Weinig schrijvers weten een zo divers palet aan stijlen te bestrijken zonder van thematiek te veranderen als de Duits-Joodse schrijver Edgar Hilsenrath. Als getuige van de Holocaust (Hilsenrath overleefde in een Roemeens getto) staat deze gebeurtenis uiteraard centraal in zijn belangrijkste werken, maar Hilsenrath vertelt geen twee keer hetzelfde verhaal.
Vreemd genoeg debuteerde hij met een verhaal over een andere genocide. In Das Märchen vom letzten Gedanken wordt de Armeense genocide middels sprookjesachtige vertellingen tot leven geroepen. Het is wraakroepend dat de roman net als de meeste werken van Hilsenrath nog steeds niet vertaald is, in het bijzonder omdat de auteur zich naargelang het boek een heel andere verteltrant weet aan te meten. De drie werken die wel vertaald werden, maken dit voor de lezer zonder Duitse taalknobbel meteen duidelijk.
Ondanks dezelfde thematiek (de jodenvervolging) kiest Hilsenrath namelijk voor drie verschillende invalshoeken en navenante stijlen. Het befaamde en kloeke Nacht bijvoorbeeld is, wars van alle sentiment en mooischrijverij, een nihilistische en indrukwekkende beschrijving van het leven in een niet nader genoemd getto terwijl het groteske De nazi en de kapper zo speels opgevat is dat de lezer glunderend het boek uitleest.

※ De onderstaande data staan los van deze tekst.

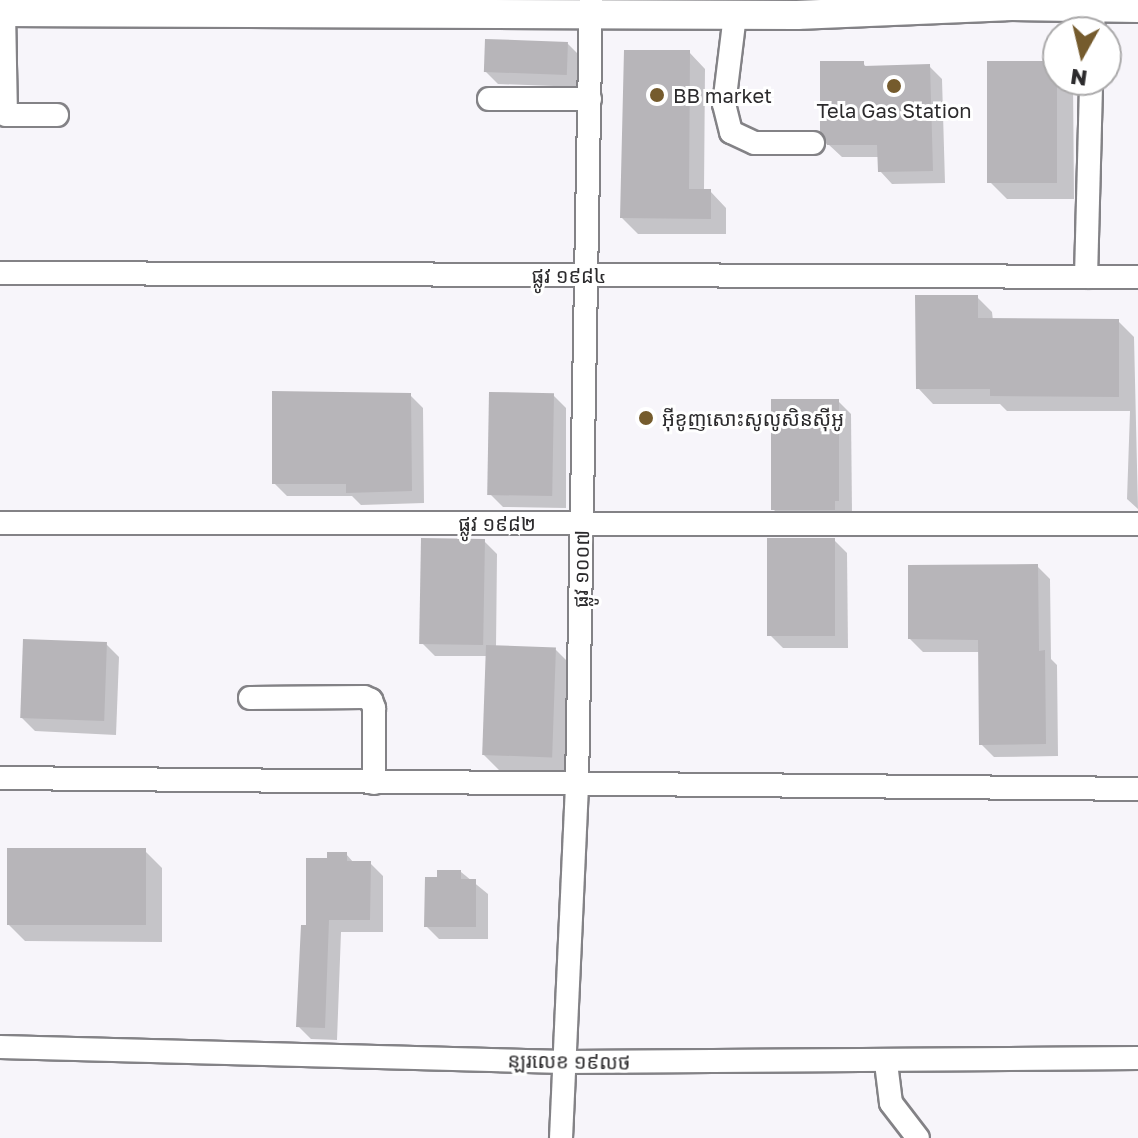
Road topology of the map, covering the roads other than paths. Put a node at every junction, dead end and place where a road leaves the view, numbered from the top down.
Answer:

Met De thuiskomst van Jossel Wasserman kiest Hilsenrath voor een derde weg: die van de melancholie en de zachte humor.
Na een korte proloog waarbij het personage Jossel Wasserman middels zijn neef waterdrager Jankl vermeld wordt, start het verhaal van oom Jossel. Wasserman die goed geboerd heeft en tijdens de aanvang van de Tweede Wereldoorlog in Zwitserland woont, is stervende en wil alvorens hij het tijdige met het eeuwige wisselt niet alleen zijn testament opmaken maar ook zijn levensverhaal laten neerschrijven, opdat het samen met zijn lichaam en geld naar zijn geboortegrond terug zou keren.
Zoals echter wel meer het geval is bij oudere mensen die terugblikken op hun leven, slaagt ook Wasserman tot grote ergernis van zijn advocaat en de notaris er maar niet om een coherent verhaal te vertellen. Elke gebeurtenis en anekdote leidt tot een nieuw (sterk) verhaal waardoor eenieder behalve Wasserman zelf al snel de draad kwijtraakt. Op aanraden van de notaris en de advocaat worden bovendien verhalen afgebroken, wat leidt tot een lappendeken van impressies en mijmeringen zonder begin of einde.
Hilsenrath weet op magistrale wijze het Joodse leven zoals dit zich in de eerste helft van de twintigste eeuw afspeelde in een Pools plattelandsdorpje te schetsen. Wasserman, zijn ouders, grootouders, vrienden en dorpsgenoten vormen een bonte stoet figuren die, zonder karikaturaal te worden, getekend zijn met de juiste stereotiepe karaktertrekken. De groteske humor van De nazi en de kapper is ingeruild voor een bedachtzamer en nostalgisch glimlachen bij een sfeerschepping en schets van een levensstijl- en wijze die ongetwijfeld (helaas?) niet meer bestaat.
De grootste verrassing houdt Hilsenrath echter voor het einde, wanneer het verhaal van Jossel Wasserman afgelopen is. In de epiloog keert hij terug naar Jankl de waterdrager en diens wedervaren. De laatste verhalen en de laatste poëtische mijmeringen staan haaks op het voorgaande. De glimlach die het boek sierde, is verdwenen en ingeruild voor een stil verdriet, waardoor de boodschap des te harder aankomt. Het mag een schande heten dat nog zoveel werk van Hilsenrath onvertaald is, maar met De thuiskomst van Jossel Wasserman is alvast een van zijn meesterwerken in het Nederlands verkrijgbaar.